> _TO DO_:
Tally the lines containing "Djurgårdsvägen" in this data. Respond with the tally alone.
* * * * *
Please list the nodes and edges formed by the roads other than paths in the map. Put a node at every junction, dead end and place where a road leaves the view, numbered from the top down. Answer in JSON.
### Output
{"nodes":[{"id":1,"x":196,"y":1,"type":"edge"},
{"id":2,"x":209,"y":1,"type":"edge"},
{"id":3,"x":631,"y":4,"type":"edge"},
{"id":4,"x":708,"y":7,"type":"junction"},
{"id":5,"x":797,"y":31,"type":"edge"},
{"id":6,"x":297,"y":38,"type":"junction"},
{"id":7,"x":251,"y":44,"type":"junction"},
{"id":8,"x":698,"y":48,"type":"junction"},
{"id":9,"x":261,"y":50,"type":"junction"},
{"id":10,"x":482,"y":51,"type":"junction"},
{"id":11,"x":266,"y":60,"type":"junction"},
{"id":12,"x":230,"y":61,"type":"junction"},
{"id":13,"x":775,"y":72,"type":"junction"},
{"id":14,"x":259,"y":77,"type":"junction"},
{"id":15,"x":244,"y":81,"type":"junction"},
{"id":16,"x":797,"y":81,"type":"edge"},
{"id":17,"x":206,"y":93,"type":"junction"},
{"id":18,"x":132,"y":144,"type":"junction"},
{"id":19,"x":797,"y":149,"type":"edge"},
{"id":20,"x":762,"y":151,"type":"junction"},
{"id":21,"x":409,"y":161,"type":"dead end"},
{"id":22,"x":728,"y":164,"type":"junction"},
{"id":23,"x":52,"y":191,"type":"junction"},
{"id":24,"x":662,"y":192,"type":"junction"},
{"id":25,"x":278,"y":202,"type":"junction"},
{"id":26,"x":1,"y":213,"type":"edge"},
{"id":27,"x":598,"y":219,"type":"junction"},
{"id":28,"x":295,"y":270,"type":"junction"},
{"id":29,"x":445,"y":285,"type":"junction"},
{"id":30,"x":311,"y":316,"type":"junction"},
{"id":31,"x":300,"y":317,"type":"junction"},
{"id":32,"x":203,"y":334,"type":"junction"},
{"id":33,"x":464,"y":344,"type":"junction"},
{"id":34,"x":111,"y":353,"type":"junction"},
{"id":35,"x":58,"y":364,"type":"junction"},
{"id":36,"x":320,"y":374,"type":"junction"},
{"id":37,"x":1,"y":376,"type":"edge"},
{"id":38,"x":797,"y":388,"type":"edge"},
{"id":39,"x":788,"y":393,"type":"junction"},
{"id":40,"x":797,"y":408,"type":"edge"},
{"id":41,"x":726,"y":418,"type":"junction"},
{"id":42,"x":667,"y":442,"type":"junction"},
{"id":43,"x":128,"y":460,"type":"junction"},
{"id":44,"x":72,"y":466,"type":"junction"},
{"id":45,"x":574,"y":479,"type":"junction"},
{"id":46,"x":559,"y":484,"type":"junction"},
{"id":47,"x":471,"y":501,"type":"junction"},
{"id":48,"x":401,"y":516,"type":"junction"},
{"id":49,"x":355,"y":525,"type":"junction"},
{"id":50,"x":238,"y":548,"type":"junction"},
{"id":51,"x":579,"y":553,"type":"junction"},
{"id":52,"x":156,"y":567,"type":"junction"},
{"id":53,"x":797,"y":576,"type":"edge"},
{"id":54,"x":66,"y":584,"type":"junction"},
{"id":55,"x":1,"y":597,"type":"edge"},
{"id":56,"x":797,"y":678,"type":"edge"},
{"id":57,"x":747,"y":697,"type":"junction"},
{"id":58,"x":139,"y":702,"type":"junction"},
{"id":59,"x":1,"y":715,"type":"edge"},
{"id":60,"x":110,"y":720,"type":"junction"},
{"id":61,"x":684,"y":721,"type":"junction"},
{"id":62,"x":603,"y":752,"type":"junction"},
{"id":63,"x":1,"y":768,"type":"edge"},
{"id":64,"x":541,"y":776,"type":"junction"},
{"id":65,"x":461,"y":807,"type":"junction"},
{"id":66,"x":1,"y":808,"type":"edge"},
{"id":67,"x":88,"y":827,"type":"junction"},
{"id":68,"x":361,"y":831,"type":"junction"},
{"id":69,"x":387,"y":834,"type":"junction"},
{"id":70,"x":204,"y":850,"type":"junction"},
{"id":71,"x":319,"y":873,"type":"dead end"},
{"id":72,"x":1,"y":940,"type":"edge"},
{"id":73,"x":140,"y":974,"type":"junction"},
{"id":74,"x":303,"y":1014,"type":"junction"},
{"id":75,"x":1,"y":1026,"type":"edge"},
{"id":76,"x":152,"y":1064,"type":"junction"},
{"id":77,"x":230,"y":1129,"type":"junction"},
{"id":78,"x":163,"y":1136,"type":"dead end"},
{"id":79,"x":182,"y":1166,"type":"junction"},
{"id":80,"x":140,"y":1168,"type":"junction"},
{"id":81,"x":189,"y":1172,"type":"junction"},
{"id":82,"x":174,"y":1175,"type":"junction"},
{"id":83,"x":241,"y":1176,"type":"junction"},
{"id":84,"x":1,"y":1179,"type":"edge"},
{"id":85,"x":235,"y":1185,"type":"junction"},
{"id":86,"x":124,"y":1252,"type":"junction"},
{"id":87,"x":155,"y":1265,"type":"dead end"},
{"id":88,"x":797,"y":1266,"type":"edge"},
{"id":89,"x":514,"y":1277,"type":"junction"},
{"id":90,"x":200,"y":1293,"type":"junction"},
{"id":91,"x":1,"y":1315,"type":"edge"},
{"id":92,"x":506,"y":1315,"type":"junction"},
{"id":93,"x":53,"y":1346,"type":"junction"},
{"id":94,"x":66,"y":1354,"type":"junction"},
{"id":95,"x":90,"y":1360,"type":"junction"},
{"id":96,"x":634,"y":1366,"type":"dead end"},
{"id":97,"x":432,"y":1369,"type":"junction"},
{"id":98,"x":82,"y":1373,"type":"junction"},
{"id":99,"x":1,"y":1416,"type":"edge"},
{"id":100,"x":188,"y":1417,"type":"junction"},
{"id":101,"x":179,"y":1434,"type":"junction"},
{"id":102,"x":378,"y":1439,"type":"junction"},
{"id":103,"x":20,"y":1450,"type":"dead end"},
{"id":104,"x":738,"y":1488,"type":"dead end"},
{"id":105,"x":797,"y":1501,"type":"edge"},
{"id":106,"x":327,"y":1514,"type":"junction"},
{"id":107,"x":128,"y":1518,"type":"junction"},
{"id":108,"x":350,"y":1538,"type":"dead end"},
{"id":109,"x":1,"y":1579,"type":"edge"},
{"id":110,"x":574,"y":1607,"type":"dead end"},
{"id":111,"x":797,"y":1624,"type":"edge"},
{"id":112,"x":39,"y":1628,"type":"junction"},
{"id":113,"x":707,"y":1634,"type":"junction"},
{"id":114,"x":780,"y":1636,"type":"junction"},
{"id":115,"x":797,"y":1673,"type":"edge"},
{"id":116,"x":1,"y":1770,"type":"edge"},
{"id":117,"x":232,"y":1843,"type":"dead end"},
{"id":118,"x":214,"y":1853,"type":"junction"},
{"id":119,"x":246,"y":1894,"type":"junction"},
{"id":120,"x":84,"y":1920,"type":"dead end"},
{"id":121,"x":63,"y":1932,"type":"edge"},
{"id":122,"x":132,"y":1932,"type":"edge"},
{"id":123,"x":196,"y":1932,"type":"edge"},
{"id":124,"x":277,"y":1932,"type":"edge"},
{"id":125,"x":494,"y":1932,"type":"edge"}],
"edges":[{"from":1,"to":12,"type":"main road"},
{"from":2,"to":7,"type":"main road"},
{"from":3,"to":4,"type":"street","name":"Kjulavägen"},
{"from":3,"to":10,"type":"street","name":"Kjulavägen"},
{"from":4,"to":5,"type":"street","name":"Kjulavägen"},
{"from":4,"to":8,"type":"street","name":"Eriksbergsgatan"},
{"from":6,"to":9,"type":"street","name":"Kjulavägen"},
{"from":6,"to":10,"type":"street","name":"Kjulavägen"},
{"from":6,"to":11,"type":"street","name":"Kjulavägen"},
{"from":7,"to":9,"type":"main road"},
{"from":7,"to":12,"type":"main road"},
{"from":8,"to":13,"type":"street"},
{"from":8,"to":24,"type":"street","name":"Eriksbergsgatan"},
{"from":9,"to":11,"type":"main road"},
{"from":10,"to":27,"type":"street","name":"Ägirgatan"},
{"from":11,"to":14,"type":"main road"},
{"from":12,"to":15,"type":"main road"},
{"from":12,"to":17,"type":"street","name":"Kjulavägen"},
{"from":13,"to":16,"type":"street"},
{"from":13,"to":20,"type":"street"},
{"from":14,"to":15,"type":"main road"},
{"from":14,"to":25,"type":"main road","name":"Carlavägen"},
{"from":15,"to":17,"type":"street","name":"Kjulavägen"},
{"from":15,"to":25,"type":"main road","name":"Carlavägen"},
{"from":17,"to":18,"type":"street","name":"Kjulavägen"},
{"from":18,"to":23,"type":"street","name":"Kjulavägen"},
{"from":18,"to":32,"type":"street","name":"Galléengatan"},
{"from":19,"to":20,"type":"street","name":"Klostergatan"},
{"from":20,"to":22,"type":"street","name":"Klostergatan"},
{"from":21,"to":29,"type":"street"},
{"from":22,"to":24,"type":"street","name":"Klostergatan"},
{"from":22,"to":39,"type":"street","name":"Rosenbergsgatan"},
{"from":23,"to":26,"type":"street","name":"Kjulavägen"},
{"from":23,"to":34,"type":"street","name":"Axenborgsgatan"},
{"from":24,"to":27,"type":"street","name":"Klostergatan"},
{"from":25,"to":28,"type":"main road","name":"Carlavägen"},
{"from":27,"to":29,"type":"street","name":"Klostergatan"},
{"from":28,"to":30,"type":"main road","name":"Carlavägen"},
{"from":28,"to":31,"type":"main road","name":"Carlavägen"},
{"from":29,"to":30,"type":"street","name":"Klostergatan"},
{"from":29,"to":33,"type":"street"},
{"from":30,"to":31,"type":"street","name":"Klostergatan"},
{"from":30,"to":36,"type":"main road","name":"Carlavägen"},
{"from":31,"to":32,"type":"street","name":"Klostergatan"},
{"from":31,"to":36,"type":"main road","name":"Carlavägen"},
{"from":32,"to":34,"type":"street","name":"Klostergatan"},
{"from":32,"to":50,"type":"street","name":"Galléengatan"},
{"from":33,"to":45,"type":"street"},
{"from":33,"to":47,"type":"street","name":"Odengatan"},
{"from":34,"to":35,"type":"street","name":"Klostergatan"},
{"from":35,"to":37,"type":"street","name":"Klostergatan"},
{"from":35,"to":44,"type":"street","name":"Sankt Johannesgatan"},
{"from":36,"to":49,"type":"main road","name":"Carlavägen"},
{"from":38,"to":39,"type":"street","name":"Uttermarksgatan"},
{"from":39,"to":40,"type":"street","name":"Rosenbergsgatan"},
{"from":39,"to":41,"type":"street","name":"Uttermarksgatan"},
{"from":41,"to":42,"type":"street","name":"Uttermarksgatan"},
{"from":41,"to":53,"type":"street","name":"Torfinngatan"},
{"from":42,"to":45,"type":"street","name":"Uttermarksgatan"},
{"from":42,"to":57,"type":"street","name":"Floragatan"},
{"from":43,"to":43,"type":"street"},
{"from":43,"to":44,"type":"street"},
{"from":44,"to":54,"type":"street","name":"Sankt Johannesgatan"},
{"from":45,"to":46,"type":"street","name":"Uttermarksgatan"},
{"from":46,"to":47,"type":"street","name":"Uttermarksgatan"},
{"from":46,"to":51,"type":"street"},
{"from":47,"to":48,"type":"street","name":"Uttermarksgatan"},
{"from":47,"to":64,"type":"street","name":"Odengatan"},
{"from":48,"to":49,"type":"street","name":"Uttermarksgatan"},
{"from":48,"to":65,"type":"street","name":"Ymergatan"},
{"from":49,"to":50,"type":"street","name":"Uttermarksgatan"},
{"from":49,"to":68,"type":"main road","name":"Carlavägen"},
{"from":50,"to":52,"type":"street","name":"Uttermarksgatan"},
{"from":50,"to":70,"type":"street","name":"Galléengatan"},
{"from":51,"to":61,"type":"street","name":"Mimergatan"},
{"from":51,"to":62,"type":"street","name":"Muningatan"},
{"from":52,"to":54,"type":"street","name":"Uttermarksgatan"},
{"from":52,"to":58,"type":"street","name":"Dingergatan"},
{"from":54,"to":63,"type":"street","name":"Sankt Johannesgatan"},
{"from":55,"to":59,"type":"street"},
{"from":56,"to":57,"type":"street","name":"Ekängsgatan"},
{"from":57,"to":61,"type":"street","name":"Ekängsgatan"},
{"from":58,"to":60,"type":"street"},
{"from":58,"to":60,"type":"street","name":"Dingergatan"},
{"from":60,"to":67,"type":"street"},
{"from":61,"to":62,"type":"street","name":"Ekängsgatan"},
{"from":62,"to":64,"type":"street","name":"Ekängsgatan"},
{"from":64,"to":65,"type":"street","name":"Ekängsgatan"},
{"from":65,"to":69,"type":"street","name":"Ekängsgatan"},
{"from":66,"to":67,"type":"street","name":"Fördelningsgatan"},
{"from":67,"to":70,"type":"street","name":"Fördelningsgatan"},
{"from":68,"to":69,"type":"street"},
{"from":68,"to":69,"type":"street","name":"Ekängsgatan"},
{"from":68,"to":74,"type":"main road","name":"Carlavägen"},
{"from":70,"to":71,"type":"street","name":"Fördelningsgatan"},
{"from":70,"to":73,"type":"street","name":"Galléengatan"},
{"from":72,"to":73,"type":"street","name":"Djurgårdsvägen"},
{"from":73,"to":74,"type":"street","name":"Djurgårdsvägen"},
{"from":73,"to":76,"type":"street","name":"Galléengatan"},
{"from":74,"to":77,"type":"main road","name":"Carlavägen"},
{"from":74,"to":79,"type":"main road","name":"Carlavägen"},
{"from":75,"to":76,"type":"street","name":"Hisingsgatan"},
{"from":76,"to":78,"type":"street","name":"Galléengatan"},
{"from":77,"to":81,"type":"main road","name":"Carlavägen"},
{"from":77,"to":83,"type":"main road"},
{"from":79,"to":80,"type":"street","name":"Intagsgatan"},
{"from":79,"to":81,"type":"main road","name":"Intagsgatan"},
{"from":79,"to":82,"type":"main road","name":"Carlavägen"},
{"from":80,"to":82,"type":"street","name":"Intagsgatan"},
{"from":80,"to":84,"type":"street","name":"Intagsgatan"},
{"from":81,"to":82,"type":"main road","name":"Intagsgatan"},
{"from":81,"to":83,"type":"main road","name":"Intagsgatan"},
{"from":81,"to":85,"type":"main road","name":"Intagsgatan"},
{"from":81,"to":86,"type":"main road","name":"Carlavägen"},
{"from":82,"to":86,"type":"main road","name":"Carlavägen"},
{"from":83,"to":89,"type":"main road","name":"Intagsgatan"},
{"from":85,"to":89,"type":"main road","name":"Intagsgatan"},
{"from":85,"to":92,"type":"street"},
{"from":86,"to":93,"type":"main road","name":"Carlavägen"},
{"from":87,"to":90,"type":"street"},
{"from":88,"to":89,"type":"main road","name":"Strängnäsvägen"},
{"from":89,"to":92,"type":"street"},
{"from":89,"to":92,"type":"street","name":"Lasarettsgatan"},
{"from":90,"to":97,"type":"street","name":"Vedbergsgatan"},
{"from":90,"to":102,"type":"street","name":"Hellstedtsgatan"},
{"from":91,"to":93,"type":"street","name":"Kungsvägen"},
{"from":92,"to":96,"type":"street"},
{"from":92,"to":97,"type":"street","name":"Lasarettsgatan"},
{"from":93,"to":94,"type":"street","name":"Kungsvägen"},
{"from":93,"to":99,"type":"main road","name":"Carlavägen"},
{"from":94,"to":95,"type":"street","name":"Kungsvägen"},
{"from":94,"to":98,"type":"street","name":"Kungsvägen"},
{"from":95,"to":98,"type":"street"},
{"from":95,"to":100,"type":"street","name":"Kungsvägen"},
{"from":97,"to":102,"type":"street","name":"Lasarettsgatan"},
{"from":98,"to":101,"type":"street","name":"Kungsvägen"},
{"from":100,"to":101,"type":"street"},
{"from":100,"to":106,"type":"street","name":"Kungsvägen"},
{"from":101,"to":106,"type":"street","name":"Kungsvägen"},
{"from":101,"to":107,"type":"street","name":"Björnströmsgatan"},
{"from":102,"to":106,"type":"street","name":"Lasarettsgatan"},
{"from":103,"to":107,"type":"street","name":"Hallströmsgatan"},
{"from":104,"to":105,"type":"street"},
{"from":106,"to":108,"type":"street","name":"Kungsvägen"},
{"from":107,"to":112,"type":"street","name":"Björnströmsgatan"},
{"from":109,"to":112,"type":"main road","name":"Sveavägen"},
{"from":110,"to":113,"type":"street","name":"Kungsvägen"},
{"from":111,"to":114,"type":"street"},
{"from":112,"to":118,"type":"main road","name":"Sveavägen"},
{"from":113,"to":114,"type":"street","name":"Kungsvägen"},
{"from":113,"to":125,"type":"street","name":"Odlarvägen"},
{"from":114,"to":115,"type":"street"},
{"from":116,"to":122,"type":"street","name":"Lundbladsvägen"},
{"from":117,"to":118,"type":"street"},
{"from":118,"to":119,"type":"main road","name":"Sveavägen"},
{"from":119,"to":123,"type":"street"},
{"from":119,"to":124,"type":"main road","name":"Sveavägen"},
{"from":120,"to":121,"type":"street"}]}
* * * * *
> _SOLUTION_:
2